LANGDON: Well, open to interpretation.
SHORTEN: Well, I think, I mean, it's great that Sydney's got a horse race, but it is the support act today on the national racing card, isn't it? I mean, let's think about it - Melbourne versus Sydney, it's a bit like comparing Frank Sinatra to an Elvis impersonator at the Rooty Hill RSL, isn't it? No, the Melbourne Cup's got it hand's down.
LE MARQUAND: Woah.
SHORTEN: But have a nice day in Sydney.
LANGDON: You need to spend more time at Rooty Hill RSL. That's a good show, I'm telling you, Bill.
LE MARQUAND: Yeah. I mean, look I have to admit…
SHORTEN: Yeah, yeah. No, I'm sure it is. I'm sure it is.
LE MARQUAND: Okay, Bill, I'm actually flying to Melbourne this morning to go to Flemington for the Melbourne Cup. You've almost talked me around. I'm thinking I might need to refund my flight. No, look, I'm not into this Sydney versus Melbourne rivalry.
SHORTEN: Oh, Sarrah.
LANGDON: You know it's also going to hail, there's going to be thunder storms and freezing cold.
LE MARQUAND: Yes, exactly. It's a good thing Melbourne's got the Melbourne Cup, because their weather sure isn't helping them is it? And Visit Victoria needs to really needs to fight that weather.
LANGDON: Sarah, do you know that our very own journalistic integrity at the Today Show has been called into question by 3AW's Ross Stevenson. Listen to this.
ROSS STEVENSON: Anyway, we hear about something, I just noticed on the Today program on Channel 9 as I walked past, looked up, it had two reporters on a split screen. One at Flemington and one at Randwick.
RUSSEL HOWCROFT: There we go.
STEVENSON: Why would you have someone at Randwick?
HOWCROFT: There's a lot of work been going on here, Ross.
STEVENSON: On Melbourne Cup day for God's sake.
LANGDON: Exactly. The audacity of us.
LE MARQUAND: No, wait. I am really flying into enemy territory today, aren't I?
LANGDON: Mm –hm.
SHORTEN: No. You’re Welcome, Sarrah.
LE MARQUAND: I will be flying the flag for Randwick at Flemington.
SHORTEN: You’re welcome.
LE MARQUAND: Thanks, Bill.
LANGDON: Hey, Bill, I hope you've got your gum boots, your parka, your beanie and your gloves.

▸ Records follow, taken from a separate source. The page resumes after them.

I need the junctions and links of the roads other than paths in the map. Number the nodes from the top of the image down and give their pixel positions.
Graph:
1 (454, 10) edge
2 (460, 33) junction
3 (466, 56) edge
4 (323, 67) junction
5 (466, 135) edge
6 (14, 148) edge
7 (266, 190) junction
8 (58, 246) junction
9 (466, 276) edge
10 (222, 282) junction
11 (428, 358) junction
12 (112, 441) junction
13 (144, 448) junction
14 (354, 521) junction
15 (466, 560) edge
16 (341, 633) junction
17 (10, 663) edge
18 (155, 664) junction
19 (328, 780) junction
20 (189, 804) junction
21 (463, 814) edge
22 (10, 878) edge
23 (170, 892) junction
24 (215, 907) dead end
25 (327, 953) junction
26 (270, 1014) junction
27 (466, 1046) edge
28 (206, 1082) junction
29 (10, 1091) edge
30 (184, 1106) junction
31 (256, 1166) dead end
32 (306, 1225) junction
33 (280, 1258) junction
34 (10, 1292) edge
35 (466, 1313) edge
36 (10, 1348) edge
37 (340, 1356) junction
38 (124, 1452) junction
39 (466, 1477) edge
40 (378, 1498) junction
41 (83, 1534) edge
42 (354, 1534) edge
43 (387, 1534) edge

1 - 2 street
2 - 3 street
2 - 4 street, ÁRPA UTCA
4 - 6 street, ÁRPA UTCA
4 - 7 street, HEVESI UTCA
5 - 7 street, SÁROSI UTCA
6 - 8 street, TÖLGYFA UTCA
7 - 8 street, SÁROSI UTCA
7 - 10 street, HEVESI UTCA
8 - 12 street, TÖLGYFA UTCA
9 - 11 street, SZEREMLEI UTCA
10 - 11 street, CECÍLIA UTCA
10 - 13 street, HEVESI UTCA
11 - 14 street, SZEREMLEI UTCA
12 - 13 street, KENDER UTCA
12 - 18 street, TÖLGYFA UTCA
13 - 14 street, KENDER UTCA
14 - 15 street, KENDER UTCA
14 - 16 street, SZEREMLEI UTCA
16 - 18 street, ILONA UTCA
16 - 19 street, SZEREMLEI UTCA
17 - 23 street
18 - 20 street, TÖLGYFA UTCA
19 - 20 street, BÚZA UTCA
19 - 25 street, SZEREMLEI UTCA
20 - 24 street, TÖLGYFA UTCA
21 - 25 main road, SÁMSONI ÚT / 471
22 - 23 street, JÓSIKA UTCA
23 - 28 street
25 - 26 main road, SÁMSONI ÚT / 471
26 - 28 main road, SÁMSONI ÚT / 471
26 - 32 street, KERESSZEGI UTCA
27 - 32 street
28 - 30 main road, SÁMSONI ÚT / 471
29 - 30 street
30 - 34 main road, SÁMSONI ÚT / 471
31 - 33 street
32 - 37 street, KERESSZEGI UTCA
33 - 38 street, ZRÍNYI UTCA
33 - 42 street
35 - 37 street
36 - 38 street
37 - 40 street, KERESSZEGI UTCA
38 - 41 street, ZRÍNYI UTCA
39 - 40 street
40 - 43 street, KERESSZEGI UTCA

LE MARQUAND: Yeah, and I've got my form guide.
LANGDON: Brilliant. Lovely. Well, have a great day.
SHORTEN: It’ll be fine.
LANGDON: Just before we go I want to show you a picture that Bill sent in celebrating Halloween yesterday with the family. We've got picture there of - there we go. That was at the Shorten household yesterday afternoon.
LE MARQUAND: Went all out.
KARL STEFANOVIC: What a lot of kids.
LANGDON: It was nuts, yeah. Didn't realise that so many kids there, Bill, but congratulations to you and Chloe. Have a great day.